**Your assignment**
Set down each entry again exactly as written.

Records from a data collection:
--------------------------------

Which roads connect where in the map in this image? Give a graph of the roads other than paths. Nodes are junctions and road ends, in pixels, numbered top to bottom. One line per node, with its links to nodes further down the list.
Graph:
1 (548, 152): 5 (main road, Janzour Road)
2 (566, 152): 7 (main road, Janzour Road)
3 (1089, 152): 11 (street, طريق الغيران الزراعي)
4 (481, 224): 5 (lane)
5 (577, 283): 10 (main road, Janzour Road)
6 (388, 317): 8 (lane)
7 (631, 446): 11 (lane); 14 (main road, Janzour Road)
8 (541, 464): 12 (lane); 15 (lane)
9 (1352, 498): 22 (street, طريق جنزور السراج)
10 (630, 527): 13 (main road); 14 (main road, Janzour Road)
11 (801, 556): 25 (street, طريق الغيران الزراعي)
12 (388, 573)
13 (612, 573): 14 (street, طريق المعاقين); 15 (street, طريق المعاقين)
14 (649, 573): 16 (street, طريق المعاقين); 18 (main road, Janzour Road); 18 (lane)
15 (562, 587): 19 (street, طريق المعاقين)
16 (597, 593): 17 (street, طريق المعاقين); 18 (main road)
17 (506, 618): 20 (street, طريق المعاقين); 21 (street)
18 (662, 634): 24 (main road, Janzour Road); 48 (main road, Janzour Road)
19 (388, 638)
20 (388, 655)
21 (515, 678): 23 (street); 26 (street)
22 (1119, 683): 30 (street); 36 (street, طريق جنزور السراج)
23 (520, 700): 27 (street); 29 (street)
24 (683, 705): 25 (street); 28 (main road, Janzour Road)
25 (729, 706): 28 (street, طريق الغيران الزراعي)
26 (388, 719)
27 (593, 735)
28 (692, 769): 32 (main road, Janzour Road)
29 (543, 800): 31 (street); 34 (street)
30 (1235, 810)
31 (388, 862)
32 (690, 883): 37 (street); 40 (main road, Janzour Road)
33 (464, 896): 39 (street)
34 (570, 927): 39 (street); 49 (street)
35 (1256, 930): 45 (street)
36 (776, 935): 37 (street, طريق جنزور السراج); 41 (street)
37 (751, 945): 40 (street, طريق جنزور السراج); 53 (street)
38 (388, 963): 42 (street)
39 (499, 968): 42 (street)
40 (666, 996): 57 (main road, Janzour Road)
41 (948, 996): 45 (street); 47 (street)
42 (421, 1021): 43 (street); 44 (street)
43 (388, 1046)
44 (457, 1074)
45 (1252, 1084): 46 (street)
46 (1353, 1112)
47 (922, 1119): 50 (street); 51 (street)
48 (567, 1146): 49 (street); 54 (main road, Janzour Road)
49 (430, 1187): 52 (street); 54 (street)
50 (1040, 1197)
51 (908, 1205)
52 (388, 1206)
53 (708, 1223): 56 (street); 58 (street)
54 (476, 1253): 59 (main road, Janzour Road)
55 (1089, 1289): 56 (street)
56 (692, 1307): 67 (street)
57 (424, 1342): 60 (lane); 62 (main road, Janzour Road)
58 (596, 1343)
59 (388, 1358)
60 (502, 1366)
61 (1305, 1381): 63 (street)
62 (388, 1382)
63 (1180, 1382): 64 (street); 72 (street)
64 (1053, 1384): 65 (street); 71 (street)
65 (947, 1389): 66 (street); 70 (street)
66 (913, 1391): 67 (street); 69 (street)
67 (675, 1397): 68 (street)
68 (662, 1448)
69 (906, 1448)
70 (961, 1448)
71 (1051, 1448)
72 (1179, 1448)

--------------------------------

**Problem solution**
Which roads connect where in the map in this image? Give a graph of the roads other than paths. Nodes are junctions and road ends, in pixels, numbered top to bottom. One line per node, with its links to nodes further down the list.
Graph:
1 (548, 152): 5 (main road, Janzour Road)
2 (566, 152): 7 (main road, Janzour Road)
3 (1089, 152): 11 (street, طريق الغيران الزراعي)
4 (481, 224): 5 (lane)
5 (577, 283): 10 (main road, Janzour Road)
6 (388, 317): 8 (lane)
7 (631, 446): 11 (lane); 14 (main road, Janzour Road)
8 (541, 464): 12 (lane); 15 (lane)
9 (1352, 498): 22 (street, طريق جنزور السراج)
10 (630, 527): 13 (main road); 14 (main road, Janzour Road)
11 (801, 556): 25 (street, طريق الغيران الزراعي)
12 (388, 573)
13 (612, 573): 14 (street, طريق المعاقين); 15 (street, طريق المعاقين)
14 (649, 573): 16 (street, طريق المعاقين); 18 (main road, Janzour Road); 18 (lane)
15 (562, 587): 19 (street, طريق المعاقين)
16 (597, 593): 17 (street, طريق المعاقين); 18 (main road)
17 (506, 618): 20 (street, طريق المعاقين); 21 (street)
18 (662, 634): 24 (main road, Janzour Road); 48 (main road, Janzour Road)
19 (388, 638)
20 (388, 655)
21 (515, 678): 23 (street); 26 (street)
22 (1119, 683): 30 (street); 36 (street, طريق جنزور السراج)
23 (520, 700): 27 (street); 29 (street)
24 (683, 705): 25 (street); 28 (main road, Janzour Road)
25 (729, 706): 28 (street, طريق الغيران الزراعي)
26 (388, 719)
27 (593, 735)
28 (692, 769): 32 (main road, Janzour Road)
29 (543, 800): 31 (street); 34 (street)
30 (1235, 810)
31 (388, 862)
32 (690, 883): 37 (street); 40 (main road, Janzour Road)
33 (464, 896): 39 (street)
34 (570, 927): 39 (street); 49 (street)
35 (1256, 930): 45 (street)
36 (776, 935): 37 (street, طريق جنزور السراج); 41 (street)
37 (751, 945): 40 (street, طريق جنزور السراج); 53 (street)
38 (388, 963): 42 (street)
39 (499, 968): 42 (street)
40 (666, 996): 57 (main road, Janzour Road)
41 (948, 996): 45 (street); 47 (street)
42 (421, 1021): 43 (street); 44 (street)
43 (388, 1046)
44 (457, 1074)
45 (1252, 1084): 46 (street)
46 (1353, 1112)
47 (922, 1119): 50 (street); 51 (street)
48 (567, 1146): 49 (street); 54 (main road, Janzour Road)
49 (430, 1187): 52 (street); 54 (street)
50 (1040, 1197)
51 (908, 1205)
52 (388, 1206)
53 (708, 1223): 56 (street); 58 (street)
54 (476, 1253): 59 (main road, Janzour Road)
55 (1089, 1289): 56 (street)
56 (692, 1307): 67 (street)
57 (424, 1342): 60 (lane); 62 (main road, Janzour Road)
58 (596, 1343)
59 (388, 1358)
60 (502, 1366)
61 (1305, 1381): 63 (street)
62 (388, 1382)
63 (1180, 1382): 64 (street); 72 (street)
64 (1053, 1384): 65 (street); 71 (street)
65 (947, 1389): 66 (street); 70 (street)
66 (913, 1391): 67 (street); 69 (street)
67 (675, 1397): 68 (street)
68 (662, 1448)
69 (906, 1448)
70 (961, 1448)
71 (1051, 1448)
72 (1179, 1448)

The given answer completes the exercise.